In summary, our results support feasibility of FETO in patients with severe unilateral congenital diaphragmatic hernia to improve postnatal infant survival. Standardized prenatal and postnatal care appear to be complementary in achieving survival in these infants. Standardized prenatal management with anticipatory and prompt reactive treatment of obstetric complications may improve the chance for patients to deliver at term. Once a randomized trial has confirmed the benefit of FETO in congenital diaphragmatic hernia, further research needs to determine how obstetric outcomes can be optimized to apply these management strategies in a harmonized approach across FETO centers.
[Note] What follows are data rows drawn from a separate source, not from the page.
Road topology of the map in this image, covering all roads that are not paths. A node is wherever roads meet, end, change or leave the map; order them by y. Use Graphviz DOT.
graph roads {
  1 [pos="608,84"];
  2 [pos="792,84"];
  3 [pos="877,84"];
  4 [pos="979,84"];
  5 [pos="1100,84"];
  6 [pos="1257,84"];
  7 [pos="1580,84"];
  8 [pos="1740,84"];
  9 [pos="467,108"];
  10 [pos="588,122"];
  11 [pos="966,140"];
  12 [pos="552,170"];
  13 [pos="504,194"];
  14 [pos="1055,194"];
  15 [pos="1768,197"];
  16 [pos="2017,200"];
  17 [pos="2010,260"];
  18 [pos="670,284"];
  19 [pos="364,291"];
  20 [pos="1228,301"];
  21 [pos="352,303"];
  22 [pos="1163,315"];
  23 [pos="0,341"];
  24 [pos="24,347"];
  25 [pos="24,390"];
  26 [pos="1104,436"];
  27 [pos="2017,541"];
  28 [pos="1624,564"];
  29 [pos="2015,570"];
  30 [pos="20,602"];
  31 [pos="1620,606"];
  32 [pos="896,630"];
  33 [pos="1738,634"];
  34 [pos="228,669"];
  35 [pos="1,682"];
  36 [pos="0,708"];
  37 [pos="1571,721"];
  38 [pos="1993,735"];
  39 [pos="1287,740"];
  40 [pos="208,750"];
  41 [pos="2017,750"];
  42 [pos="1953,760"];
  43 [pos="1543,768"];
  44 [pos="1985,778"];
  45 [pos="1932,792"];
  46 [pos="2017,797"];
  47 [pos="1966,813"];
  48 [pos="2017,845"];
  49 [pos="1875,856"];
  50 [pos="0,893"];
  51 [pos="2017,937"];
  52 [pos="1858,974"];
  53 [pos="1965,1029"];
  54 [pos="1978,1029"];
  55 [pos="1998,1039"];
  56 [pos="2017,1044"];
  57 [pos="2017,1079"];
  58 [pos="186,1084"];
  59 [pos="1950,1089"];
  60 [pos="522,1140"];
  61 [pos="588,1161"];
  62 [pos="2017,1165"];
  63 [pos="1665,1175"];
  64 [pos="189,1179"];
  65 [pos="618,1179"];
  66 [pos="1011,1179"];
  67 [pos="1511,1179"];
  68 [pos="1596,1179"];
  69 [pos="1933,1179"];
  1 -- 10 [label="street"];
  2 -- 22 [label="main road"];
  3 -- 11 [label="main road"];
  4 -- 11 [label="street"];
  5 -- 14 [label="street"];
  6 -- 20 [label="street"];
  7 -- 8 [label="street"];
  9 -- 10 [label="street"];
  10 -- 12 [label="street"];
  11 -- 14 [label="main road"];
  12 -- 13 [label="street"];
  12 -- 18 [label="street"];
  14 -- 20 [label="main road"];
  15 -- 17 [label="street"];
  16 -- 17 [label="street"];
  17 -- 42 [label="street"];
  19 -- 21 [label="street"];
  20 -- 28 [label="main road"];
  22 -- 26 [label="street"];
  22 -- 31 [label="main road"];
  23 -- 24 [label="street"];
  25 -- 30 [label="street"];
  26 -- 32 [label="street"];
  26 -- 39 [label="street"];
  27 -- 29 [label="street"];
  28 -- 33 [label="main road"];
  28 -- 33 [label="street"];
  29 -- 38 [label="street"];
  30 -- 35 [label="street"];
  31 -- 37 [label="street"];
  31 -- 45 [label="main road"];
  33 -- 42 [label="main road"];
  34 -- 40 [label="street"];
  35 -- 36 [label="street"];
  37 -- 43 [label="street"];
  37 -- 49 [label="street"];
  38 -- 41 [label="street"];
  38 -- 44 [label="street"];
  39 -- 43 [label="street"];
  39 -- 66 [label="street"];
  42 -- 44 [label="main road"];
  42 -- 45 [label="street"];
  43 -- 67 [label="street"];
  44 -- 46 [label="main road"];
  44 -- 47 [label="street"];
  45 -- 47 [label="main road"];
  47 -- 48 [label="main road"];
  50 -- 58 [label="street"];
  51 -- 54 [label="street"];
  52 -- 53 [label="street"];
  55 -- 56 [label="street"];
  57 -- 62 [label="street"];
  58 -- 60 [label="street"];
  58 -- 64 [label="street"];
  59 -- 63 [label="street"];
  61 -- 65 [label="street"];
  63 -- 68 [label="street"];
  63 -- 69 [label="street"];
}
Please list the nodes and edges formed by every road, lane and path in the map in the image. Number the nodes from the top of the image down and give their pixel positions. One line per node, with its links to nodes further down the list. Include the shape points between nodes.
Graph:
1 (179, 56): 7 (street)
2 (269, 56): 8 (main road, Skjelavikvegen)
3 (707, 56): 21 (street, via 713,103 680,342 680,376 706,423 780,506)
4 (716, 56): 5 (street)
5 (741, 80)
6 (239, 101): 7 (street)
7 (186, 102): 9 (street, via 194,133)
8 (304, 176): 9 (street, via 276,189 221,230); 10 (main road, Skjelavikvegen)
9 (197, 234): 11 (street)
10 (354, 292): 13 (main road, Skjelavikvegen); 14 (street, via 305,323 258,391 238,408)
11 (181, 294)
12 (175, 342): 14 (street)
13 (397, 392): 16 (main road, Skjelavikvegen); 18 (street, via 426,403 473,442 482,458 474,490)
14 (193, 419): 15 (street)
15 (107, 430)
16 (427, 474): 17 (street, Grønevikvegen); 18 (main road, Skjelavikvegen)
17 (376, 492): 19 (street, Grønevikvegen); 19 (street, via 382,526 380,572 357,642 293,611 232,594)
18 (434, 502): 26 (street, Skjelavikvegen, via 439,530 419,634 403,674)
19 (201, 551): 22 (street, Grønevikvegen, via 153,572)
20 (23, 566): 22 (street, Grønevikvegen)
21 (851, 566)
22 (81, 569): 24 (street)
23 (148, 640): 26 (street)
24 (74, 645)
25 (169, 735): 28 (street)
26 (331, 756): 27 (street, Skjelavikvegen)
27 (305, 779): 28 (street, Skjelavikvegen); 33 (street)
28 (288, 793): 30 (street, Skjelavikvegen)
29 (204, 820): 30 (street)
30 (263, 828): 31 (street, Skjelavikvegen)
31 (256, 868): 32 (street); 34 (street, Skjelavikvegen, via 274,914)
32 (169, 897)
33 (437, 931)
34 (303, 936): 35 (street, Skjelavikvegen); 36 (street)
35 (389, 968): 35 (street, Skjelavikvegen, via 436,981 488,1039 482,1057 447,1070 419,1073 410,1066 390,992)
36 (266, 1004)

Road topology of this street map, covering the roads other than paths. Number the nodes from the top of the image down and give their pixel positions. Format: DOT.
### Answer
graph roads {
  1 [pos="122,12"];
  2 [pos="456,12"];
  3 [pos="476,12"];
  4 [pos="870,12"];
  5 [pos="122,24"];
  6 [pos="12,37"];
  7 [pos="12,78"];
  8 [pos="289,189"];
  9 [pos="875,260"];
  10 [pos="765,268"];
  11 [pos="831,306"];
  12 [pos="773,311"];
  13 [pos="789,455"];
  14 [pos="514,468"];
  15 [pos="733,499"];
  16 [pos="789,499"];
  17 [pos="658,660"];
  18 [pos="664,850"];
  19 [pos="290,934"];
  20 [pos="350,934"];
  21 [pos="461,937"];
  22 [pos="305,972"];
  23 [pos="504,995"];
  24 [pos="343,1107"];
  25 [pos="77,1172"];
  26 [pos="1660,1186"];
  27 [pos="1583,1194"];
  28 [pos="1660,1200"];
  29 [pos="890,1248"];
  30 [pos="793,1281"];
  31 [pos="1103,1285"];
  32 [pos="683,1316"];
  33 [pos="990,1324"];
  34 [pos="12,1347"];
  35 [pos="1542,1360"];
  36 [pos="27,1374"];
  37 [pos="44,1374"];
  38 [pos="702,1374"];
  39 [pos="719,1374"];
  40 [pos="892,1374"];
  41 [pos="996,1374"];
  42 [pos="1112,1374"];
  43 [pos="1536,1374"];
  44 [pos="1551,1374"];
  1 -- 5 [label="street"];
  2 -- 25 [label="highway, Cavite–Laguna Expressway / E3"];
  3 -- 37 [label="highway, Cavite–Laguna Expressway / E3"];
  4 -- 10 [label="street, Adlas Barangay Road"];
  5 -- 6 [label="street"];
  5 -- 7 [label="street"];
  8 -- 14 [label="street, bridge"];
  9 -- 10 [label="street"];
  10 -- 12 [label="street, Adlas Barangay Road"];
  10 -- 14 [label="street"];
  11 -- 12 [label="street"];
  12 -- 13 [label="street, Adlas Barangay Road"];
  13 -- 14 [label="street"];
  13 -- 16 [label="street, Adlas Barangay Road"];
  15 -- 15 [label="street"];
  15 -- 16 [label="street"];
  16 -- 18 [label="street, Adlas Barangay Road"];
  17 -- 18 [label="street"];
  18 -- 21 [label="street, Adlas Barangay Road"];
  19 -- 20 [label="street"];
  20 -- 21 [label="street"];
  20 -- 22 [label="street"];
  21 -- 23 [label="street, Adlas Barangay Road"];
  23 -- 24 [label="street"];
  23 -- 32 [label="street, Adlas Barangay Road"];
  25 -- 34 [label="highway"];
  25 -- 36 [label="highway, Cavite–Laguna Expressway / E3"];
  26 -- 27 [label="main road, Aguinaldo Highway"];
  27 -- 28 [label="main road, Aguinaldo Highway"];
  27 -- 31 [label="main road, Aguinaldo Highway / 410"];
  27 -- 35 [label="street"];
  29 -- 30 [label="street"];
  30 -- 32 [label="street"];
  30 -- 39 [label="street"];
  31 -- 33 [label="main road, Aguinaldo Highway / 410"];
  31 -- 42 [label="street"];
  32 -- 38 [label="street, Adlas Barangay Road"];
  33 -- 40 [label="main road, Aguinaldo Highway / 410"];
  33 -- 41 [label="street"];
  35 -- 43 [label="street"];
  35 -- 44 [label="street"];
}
Authors' Data Sharing Statement
- Will individual participant data be available (including data dictionaries)? Individual participant data will be available in deidentified format to collaborators with active data sharing agreements with the primary investigator. The data will include all data points captured in the clinical research forms as well as the data dictionaries.
- What data in particular will be shared? Cumulative data that describe the primary and secondary study endpoints as well as individual data points if a data-sharing agreement exists.
- What other documents will be available? Protocol details and the standardized management protocols used at the study site.
- When will data be available (start and end dates)? On peer-reviewed publication of the study findings.
- By what access criteria will data be shared (including with whom, for what types of analyses, and by what mechanism)? Access to the primary study data requires an active data-sharing agreement. At the present time, this exists only for centers that collaborate on fetoscopic tracheal occlusion research under the umbrella of the North American Fetal Therapy Network.